## WHAT IS EXPECTED
Counting only lines below that contain the string "ALAMEIN", give the total as a single number.
..............................
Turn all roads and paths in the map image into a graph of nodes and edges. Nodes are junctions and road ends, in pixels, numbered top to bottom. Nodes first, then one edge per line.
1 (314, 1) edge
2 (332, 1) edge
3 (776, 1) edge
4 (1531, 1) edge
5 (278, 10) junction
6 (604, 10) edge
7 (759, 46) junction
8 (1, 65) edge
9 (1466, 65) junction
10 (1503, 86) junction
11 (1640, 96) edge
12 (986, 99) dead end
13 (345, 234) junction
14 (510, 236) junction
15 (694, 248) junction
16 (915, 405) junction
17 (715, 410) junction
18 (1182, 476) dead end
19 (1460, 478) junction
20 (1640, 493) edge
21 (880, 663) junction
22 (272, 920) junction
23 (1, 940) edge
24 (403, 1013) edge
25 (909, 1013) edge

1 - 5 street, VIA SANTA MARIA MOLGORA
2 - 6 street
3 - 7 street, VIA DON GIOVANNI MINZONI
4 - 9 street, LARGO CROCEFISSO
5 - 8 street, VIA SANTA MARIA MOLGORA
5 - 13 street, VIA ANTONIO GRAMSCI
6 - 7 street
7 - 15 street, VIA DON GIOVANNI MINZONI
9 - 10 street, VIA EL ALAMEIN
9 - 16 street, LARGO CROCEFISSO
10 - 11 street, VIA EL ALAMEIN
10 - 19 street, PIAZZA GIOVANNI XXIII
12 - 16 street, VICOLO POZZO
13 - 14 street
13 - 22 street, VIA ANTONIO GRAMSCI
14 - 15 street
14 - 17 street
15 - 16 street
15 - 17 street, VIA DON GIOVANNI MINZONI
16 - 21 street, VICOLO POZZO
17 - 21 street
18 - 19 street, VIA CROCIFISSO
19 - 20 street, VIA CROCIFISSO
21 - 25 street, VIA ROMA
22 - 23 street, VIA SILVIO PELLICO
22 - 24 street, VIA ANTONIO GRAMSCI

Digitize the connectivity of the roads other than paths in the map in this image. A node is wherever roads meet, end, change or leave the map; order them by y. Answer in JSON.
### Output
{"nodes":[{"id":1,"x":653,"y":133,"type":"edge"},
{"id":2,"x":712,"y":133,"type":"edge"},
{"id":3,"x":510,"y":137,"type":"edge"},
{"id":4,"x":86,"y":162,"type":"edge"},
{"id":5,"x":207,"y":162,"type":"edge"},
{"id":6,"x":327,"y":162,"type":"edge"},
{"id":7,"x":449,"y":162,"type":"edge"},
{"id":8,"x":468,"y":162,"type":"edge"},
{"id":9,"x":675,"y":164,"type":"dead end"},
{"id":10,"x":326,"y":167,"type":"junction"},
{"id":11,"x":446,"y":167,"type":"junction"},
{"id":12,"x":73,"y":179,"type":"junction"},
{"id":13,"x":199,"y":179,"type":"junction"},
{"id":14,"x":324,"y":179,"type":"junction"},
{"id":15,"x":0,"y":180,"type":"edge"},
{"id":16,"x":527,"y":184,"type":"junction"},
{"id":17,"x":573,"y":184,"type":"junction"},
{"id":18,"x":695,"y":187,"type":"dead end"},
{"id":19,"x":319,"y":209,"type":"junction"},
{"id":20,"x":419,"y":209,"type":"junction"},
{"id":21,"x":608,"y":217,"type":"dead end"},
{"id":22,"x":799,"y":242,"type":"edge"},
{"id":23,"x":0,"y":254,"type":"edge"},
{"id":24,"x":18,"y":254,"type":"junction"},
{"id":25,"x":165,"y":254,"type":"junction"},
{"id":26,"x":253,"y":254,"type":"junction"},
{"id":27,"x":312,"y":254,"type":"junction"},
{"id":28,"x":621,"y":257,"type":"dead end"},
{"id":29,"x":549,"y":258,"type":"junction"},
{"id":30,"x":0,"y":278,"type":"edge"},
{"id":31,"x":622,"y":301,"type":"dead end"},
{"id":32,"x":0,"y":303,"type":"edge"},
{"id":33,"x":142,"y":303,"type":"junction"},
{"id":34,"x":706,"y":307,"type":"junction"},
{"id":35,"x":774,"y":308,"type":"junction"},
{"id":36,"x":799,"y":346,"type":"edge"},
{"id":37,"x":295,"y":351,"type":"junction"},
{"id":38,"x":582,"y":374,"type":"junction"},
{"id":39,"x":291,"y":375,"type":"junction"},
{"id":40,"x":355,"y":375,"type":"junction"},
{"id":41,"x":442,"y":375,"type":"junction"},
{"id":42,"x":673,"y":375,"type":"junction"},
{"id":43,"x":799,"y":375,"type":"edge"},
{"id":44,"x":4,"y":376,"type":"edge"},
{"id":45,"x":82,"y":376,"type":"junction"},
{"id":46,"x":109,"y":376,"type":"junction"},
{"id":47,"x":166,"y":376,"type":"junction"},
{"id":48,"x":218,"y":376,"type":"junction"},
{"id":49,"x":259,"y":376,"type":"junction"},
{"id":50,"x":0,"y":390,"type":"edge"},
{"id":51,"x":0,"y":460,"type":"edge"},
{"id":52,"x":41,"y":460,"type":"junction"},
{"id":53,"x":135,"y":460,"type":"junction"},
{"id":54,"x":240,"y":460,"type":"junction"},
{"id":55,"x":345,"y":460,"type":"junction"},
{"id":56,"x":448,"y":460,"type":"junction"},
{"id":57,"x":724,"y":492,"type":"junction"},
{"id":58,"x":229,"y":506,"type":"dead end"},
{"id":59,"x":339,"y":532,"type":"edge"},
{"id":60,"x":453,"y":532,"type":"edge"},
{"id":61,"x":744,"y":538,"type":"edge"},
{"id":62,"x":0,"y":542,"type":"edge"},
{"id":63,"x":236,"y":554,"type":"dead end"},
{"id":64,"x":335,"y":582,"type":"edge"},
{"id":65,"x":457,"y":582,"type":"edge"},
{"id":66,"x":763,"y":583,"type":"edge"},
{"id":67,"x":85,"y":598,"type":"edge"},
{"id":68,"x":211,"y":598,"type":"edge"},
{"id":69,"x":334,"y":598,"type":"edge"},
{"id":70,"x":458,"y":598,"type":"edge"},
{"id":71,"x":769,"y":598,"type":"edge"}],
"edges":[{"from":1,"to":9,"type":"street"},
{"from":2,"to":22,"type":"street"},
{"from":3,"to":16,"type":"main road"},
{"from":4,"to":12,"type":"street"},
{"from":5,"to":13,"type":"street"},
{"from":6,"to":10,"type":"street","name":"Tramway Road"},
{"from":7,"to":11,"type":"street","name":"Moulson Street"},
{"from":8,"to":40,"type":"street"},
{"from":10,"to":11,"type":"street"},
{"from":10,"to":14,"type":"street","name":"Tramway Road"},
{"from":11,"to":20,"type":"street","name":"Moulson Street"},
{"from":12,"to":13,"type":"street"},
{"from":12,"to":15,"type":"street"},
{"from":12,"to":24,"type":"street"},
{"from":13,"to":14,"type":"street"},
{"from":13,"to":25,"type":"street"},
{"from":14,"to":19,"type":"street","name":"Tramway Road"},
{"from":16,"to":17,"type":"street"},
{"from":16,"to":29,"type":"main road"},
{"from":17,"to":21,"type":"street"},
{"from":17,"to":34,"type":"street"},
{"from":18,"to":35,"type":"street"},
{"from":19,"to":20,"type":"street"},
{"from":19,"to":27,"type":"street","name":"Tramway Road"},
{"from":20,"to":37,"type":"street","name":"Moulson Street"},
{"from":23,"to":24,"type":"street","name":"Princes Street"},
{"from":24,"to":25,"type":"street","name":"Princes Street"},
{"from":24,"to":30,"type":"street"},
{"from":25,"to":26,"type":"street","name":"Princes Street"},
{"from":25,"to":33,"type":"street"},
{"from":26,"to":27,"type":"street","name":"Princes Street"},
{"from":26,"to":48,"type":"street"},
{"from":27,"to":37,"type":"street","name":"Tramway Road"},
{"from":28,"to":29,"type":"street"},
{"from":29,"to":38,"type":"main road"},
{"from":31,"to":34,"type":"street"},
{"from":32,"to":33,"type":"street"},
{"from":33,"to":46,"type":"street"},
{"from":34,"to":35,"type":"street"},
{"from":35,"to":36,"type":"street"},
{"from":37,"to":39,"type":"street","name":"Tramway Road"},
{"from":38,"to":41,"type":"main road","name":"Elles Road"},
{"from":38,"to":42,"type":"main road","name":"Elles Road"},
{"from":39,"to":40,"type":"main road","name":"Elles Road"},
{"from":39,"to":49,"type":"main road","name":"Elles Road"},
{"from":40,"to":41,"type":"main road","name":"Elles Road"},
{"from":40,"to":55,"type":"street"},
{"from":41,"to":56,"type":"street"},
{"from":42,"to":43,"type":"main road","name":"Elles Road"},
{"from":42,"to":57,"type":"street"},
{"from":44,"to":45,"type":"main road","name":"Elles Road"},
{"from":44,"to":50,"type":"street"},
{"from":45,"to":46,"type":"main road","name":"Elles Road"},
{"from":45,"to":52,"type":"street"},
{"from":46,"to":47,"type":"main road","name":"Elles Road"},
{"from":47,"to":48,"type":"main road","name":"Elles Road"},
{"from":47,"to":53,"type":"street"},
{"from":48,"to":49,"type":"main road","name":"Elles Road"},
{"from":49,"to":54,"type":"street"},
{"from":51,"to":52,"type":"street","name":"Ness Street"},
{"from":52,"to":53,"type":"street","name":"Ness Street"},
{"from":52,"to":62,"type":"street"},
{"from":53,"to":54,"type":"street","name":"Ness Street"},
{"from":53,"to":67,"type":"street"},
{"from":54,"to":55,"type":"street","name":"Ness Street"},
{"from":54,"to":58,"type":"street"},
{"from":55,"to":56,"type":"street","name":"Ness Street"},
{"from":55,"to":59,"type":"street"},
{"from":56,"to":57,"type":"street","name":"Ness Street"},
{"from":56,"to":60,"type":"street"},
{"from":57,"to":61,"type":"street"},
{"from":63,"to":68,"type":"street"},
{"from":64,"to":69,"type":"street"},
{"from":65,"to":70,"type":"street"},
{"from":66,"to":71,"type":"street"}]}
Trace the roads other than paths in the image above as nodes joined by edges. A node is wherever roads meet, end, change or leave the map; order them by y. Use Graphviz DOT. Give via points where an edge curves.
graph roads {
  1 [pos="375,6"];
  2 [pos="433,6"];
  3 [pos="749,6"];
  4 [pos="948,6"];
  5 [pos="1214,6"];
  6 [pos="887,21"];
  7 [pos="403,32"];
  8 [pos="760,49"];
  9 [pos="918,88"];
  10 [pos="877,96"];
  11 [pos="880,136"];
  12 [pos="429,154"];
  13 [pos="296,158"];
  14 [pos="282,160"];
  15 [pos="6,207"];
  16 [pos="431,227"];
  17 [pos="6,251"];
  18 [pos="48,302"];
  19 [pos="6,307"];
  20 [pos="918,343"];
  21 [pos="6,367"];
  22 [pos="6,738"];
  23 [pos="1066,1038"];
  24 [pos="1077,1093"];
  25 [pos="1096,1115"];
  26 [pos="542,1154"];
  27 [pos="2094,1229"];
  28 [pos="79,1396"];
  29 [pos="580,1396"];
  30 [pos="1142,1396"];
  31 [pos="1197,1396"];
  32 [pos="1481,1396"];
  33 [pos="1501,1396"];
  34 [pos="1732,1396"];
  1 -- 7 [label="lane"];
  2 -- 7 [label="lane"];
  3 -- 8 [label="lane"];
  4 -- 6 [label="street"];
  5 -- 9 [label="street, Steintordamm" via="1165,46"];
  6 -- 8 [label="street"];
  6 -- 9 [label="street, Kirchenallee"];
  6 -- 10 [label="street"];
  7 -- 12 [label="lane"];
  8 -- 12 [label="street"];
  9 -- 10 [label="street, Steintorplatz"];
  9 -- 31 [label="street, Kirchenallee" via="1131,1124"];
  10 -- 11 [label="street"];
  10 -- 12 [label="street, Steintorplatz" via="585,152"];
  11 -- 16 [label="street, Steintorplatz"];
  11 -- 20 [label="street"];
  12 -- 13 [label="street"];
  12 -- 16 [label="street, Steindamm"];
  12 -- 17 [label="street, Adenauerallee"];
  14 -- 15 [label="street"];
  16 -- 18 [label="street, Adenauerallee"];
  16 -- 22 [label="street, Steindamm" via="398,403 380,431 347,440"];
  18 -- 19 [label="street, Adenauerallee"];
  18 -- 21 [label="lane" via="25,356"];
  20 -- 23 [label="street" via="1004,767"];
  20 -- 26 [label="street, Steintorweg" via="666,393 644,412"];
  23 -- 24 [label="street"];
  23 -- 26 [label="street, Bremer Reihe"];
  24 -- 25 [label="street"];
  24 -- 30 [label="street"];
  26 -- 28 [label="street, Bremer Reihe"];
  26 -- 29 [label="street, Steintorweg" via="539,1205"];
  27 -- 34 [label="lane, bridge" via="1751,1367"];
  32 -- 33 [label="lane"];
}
..............................
## REPLY TO THE EXERCISE
2